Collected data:
_____

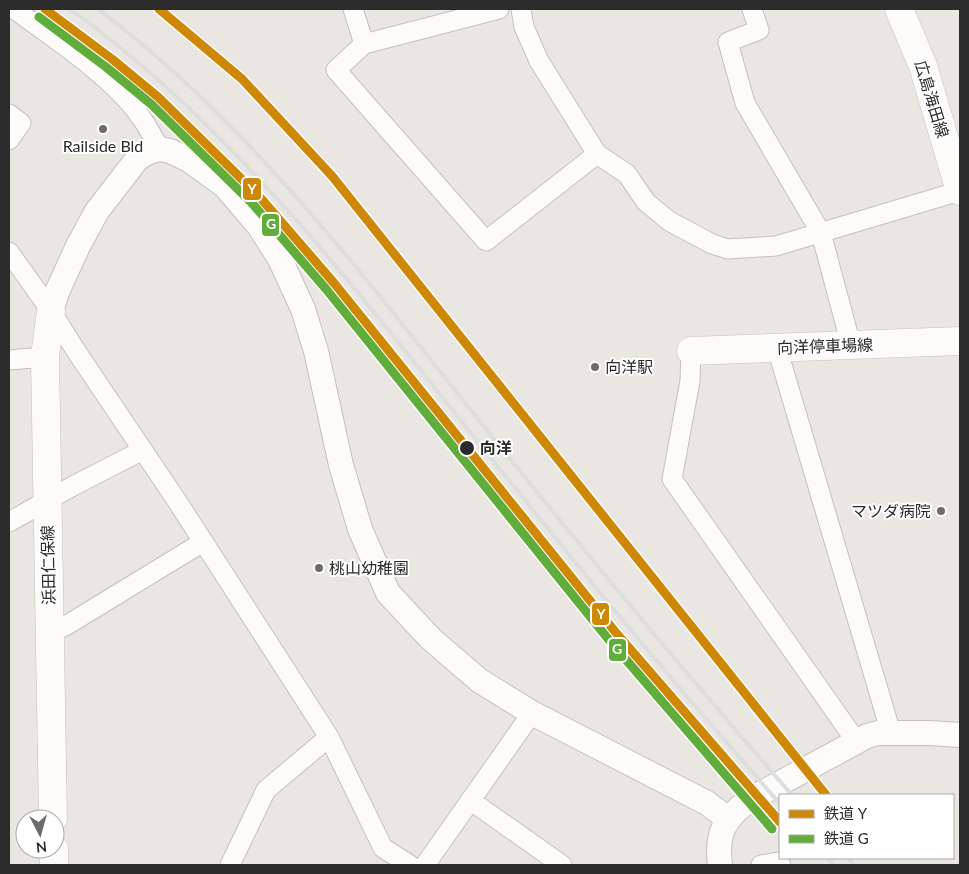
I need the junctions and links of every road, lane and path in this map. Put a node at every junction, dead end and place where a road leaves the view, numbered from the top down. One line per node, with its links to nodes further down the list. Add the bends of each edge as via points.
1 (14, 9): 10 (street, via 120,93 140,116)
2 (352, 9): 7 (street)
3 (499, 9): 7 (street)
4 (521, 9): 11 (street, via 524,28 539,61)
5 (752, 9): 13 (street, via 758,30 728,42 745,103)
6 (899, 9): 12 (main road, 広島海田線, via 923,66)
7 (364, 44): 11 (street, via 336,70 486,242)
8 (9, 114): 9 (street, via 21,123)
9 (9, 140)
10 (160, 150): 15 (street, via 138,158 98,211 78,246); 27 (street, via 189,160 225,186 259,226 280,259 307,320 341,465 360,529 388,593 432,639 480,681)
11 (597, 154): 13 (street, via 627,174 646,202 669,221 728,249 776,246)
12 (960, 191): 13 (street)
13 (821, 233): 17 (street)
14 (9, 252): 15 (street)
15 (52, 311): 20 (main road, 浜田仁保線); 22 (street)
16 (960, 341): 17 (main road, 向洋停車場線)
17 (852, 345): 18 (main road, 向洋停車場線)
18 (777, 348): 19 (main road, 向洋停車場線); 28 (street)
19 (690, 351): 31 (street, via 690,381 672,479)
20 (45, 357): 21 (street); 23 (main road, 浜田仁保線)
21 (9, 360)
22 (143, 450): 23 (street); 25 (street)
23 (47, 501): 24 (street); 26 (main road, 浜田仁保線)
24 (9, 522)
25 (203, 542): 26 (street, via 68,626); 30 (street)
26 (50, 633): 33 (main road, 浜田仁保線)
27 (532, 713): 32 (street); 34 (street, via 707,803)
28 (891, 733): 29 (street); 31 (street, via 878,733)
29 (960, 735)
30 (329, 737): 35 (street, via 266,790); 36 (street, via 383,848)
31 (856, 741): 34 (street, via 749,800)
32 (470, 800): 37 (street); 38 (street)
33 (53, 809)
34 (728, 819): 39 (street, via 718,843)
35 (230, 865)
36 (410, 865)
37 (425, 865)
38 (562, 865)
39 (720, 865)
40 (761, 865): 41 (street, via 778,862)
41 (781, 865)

_____

§ Exercise brief
Copy all lines above where "main" is present.

§ Written response
6 (899, 9): 12 (main road, 広島海田線, via 923,66)
15 (52, 311): 20 (main road, 浜田仁保線); 22 (street)
16 (960, 341): 17 (main road, 向洋停車場線)
17 (852, 345): 18 (main road, 向洋停車場線)
18 (777, 348): 19 (main road, 向洋停車場線); 28 (street)
20 (45, 357): 21 (street); 23 (main road, 浜田仁保線)
23 (47, 501): 24 (street); 26 (main road, 浜田仁保線)
26 (50, 633): 33 (main road, 浜田仁保線)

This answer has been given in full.